Sileni CEO Nigel Avery has confirmed six grape growers would no longer be supplying the winery fruit following its recent sale. Photo / File
Sileni CEO Nigel Avery has confirmed six grape growers would no longer be supplying the winery fruit following its recent sale. Photo / File

"In the wine industry, the winery is in control of what happens to the grower supplier, as most wineries are in charge of pricing and contracts (there are some exceptions where it is more equitable). It is high time that businesses and directors were stopped from hiding behind limited liability structures where they can wilfully walk away from contracts with little or no consequences.

"The law needs to change so that contractors in any sector that are currently unsecured can register their contract on the Personal Properties Security Register.

"Sileni is another example of small business people bearing the brunt of a large company failing."
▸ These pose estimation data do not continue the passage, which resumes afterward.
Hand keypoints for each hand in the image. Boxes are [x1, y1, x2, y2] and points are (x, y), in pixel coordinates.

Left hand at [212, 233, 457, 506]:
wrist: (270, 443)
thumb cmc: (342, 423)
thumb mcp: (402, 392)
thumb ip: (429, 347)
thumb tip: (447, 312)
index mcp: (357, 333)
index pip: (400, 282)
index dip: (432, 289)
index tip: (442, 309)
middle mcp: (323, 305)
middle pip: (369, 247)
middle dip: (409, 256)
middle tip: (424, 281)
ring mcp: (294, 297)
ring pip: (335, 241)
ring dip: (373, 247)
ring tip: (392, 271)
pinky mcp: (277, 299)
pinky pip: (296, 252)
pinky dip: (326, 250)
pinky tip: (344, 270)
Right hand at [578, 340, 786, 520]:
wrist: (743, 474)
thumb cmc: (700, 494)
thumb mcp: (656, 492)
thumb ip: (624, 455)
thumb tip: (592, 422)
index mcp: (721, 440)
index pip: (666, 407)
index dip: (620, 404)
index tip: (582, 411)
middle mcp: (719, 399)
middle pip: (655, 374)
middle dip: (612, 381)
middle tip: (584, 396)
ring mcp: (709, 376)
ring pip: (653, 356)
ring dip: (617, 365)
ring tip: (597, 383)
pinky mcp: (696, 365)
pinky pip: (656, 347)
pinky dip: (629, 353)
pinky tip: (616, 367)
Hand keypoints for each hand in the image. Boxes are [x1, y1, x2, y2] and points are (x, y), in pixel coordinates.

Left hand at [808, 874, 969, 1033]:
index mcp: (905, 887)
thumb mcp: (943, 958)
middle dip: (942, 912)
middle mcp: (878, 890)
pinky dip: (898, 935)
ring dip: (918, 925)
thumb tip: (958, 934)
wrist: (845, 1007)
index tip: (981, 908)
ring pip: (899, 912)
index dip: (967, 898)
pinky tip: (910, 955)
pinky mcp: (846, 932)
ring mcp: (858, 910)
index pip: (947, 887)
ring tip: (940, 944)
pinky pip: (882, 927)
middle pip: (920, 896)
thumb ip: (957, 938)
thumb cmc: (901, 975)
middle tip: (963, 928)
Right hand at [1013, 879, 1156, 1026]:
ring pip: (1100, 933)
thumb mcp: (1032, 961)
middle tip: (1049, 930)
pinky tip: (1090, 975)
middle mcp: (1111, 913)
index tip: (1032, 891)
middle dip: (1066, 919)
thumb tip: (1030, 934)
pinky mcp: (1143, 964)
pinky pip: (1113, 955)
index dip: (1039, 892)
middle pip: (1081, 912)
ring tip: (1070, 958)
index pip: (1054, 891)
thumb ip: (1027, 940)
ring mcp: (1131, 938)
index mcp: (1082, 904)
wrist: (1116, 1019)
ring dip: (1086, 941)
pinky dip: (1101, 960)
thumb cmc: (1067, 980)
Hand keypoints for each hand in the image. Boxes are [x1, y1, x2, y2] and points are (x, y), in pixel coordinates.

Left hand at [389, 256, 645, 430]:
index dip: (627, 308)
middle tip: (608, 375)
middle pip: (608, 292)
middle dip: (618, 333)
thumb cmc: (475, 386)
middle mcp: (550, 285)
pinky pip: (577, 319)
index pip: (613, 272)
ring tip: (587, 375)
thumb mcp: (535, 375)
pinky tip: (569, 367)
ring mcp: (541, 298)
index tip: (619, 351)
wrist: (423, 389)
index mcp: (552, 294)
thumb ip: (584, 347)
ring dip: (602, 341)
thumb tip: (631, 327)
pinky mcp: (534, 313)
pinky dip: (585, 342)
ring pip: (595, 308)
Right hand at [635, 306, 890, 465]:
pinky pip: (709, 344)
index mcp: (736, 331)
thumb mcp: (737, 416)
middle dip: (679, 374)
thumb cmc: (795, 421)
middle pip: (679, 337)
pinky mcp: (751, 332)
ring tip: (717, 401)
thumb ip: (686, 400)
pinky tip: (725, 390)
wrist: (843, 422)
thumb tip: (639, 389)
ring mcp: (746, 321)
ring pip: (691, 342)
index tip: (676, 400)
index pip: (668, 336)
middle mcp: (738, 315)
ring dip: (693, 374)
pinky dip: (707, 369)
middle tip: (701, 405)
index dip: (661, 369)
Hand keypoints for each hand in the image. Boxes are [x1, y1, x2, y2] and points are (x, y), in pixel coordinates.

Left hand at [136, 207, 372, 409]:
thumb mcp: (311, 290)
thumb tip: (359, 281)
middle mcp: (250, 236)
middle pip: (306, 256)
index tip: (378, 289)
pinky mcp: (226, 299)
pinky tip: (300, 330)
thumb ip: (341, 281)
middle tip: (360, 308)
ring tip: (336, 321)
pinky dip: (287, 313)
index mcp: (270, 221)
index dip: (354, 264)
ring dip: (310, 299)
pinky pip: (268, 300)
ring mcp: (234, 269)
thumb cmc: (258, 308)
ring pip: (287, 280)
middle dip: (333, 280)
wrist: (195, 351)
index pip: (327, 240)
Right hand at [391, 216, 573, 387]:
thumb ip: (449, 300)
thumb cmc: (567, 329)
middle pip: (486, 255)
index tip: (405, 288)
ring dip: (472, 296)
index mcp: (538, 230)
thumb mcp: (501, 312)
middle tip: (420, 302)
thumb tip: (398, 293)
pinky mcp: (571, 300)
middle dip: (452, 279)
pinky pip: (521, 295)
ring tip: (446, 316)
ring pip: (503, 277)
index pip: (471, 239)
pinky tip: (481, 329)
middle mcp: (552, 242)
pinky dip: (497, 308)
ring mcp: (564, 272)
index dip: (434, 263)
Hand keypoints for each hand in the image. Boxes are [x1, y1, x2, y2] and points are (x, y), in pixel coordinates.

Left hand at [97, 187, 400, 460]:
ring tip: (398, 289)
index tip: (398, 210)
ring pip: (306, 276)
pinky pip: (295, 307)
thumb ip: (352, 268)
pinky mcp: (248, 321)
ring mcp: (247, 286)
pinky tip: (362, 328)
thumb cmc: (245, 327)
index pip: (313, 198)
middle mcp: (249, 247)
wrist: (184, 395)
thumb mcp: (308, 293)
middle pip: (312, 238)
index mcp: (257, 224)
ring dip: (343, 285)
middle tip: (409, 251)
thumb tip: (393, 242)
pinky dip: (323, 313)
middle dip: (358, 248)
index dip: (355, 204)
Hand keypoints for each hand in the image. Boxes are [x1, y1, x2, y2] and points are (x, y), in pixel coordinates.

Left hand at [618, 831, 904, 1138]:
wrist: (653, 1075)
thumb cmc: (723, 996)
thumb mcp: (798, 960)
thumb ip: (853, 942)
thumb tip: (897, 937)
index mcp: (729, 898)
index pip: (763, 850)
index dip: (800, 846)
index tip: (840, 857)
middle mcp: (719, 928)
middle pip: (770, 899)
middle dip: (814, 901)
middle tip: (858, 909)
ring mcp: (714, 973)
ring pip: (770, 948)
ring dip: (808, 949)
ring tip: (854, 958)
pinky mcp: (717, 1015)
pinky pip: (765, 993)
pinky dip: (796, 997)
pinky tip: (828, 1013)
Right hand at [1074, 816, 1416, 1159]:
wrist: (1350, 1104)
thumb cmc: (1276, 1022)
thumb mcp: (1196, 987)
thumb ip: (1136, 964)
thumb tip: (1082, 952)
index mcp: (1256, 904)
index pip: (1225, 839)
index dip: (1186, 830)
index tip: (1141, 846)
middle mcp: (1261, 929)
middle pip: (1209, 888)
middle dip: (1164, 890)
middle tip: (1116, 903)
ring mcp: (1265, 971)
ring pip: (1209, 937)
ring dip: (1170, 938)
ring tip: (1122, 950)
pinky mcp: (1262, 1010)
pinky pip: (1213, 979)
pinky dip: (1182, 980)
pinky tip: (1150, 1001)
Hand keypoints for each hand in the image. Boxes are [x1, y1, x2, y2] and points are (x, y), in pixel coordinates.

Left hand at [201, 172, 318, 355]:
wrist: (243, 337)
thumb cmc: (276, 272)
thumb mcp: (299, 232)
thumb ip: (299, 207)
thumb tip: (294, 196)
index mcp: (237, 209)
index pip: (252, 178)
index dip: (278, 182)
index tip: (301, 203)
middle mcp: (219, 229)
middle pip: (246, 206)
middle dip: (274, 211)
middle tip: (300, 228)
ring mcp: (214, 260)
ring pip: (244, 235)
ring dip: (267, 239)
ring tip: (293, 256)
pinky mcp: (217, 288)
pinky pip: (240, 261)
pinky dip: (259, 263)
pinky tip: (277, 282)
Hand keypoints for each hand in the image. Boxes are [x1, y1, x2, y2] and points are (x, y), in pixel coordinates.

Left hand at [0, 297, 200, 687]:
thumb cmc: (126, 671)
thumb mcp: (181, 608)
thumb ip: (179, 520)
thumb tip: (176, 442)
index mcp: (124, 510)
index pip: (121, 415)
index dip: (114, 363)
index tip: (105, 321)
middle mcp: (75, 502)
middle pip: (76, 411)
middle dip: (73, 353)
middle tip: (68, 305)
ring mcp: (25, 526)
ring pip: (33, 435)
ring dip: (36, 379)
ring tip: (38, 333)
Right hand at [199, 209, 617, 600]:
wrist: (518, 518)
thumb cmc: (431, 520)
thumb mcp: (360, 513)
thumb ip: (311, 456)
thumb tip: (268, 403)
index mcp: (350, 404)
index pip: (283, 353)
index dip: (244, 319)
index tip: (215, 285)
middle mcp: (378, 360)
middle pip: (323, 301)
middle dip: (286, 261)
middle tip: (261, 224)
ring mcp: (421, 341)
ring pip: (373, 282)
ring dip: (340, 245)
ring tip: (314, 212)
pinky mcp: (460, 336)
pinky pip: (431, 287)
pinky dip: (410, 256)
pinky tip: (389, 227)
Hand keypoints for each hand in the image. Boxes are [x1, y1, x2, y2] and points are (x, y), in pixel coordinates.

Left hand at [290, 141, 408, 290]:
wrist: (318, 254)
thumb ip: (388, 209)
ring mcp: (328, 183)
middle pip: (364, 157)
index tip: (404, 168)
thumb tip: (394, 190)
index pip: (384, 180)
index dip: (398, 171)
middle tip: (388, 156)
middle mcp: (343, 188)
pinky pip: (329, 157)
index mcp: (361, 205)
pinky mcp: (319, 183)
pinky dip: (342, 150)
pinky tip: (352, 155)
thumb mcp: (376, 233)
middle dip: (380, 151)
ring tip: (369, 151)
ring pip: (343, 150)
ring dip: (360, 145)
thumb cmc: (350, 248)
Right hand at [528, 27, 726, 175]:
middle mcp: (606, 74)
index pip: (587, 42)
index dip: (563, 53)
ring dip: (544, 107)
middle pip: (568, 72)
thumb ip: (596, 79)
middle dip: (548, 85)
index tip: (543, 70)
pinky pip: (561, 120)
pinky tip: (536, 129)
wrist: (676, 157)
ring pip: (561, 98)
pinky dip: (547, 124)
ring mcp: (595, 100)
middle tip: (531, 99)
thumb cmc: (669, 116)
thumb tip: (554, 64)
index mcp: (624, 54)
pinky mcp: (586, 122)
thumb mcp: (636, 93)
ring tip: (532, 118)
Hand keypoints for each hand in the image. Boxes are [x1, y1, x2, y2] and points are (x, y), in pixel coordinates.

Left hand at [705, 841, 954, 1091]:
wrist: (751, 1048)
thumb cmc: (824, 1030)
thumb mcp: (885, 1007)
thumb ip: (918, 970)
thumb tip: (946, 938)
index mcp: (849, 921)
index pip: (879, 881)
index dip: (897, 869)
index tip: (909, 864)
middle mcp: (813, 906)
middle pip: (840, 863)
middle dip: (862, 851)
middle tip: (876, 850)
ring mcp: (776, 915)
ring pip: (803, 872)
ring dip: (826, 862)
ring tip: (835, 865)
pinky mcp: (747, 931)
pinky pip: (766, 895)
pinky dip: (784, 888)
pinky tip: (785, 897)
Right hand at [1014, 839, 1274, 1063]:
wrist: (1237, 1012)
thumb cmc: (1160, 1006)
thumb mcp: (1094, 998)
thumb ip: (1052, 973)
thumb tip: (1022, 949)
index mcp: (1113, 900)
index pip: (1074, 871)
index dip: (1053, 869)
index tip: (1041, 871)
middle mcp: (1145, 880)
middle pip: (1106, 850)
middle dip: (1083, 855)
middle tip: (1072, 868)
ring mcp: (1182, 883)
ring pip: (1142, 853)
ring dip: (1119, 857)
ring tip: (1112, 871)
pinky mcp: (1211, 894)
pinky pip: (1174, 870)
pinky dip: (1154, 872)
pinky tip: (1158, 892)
Responding to Hawke's Bay Today, Sileni Estates chief executive Nigel Avery confirmed six growers would no longer be supplying fruit.

"The new owners only sought to purchase or assume the parts of the existing business that could be operated profitably. The severe headwinds in our Australian market led to overcapacity in our New Zealand production operation which meant that, regrettably, the future supply of six growers was no longer required.

"The new owner purchased all brands and physical assets of Sileni, as well as undertaking to pay all creditors for amounts owed up to the date the transaction was settled. No grower has been left out of pocket in this respect."

Avery said four of those growers' contracts had previously expired, and the remaining two growers' contract termination notice was dictated by the timing of the company's purchase settlement date.

"Sometimes in business things do not to go to plan and, unfortunately, in this case, neither the former Sileni business or its shareholders had the financial resilience to weather the Australian market downturn combined with the negative impact of a strong New Zealand dollar at the time."